** Exercise input **
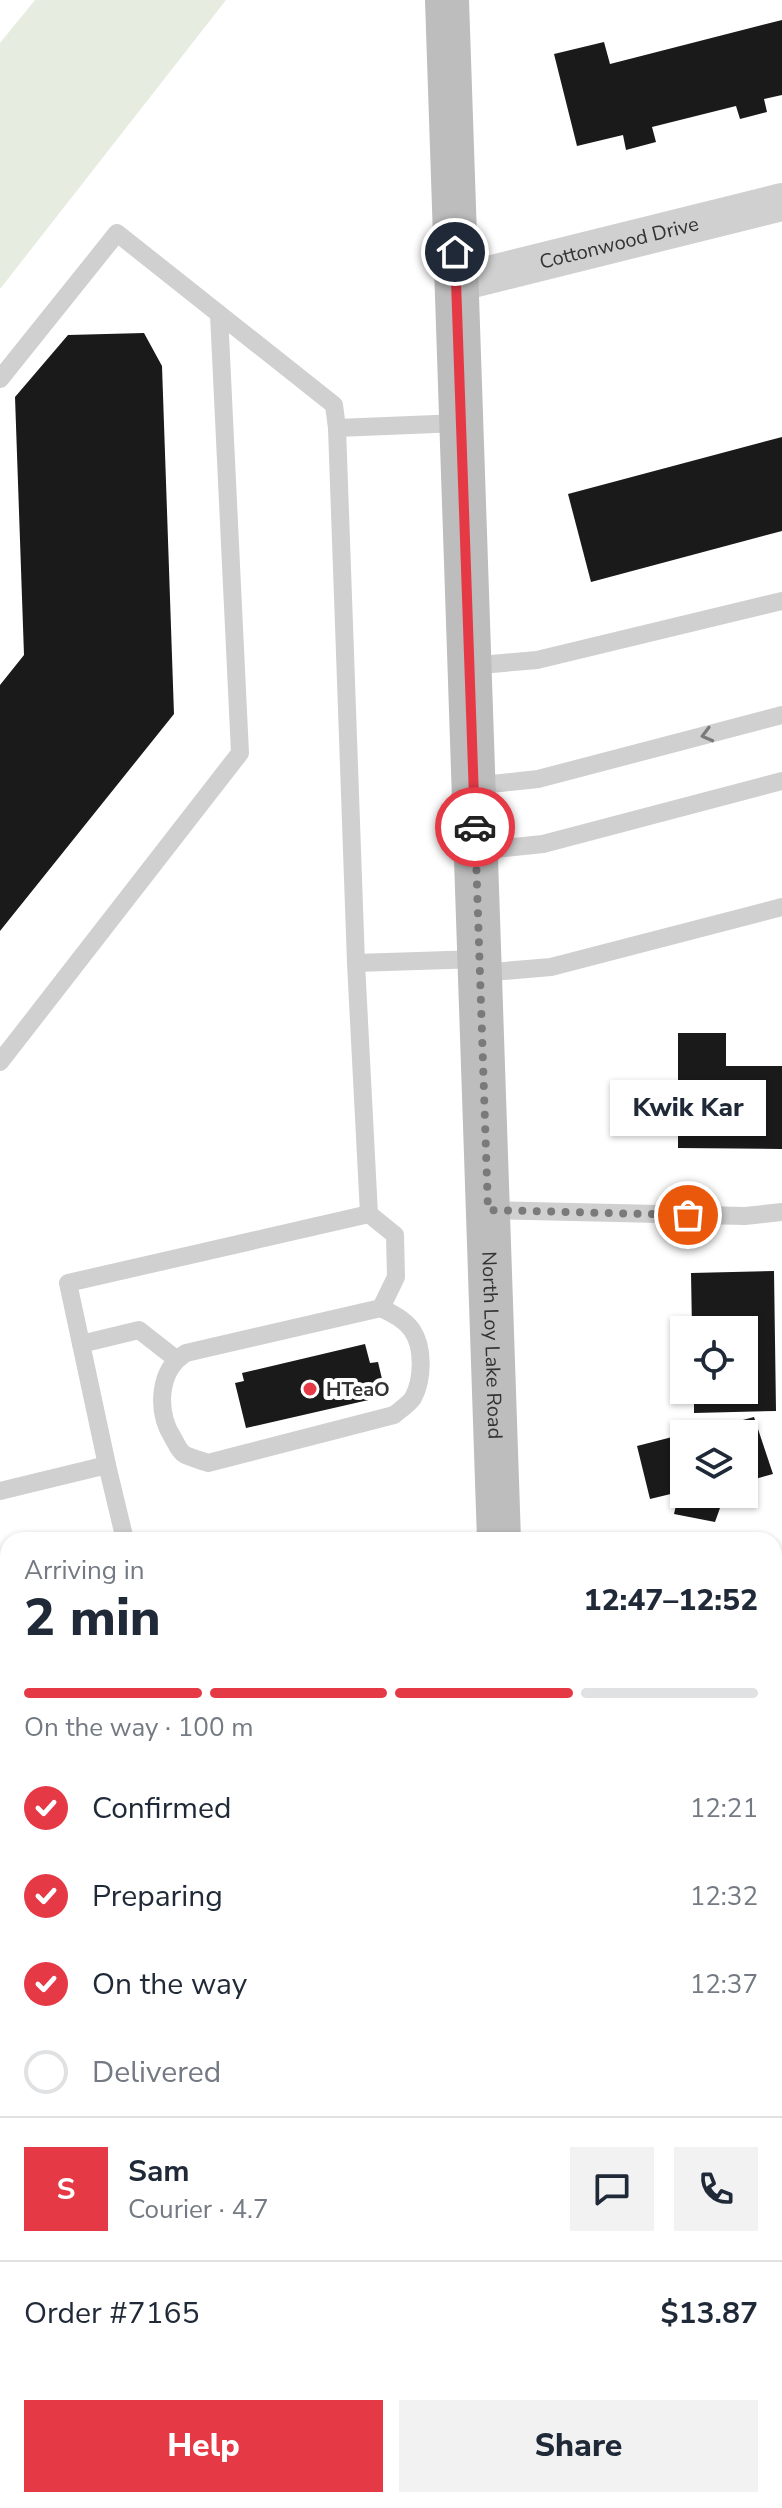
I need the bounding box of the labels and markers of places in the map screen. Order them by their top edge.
pin [421,218,489,286]
callout: Kwik Kar [610,1079,766,1135]
pin [654,1181,722,1249]
place label: HTeaO [326,1376,390,1403]
marker: HTeaO [301,1380,319,1398]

** Problem to work on **
The answer must be an exact restatement of all the records, with no pictures included.

** Output below **
I need the bounding box of the labels and markers of places in the map screen. Order them by their top edge.
pin [421,218,489,286]
callout: Kwik Kar [610,1079,766,1135]
pin [654,1181,722,1249]
place label: HTeaO [326,1376,390,1403]
marker: HTeaO [301,1380,319,1398]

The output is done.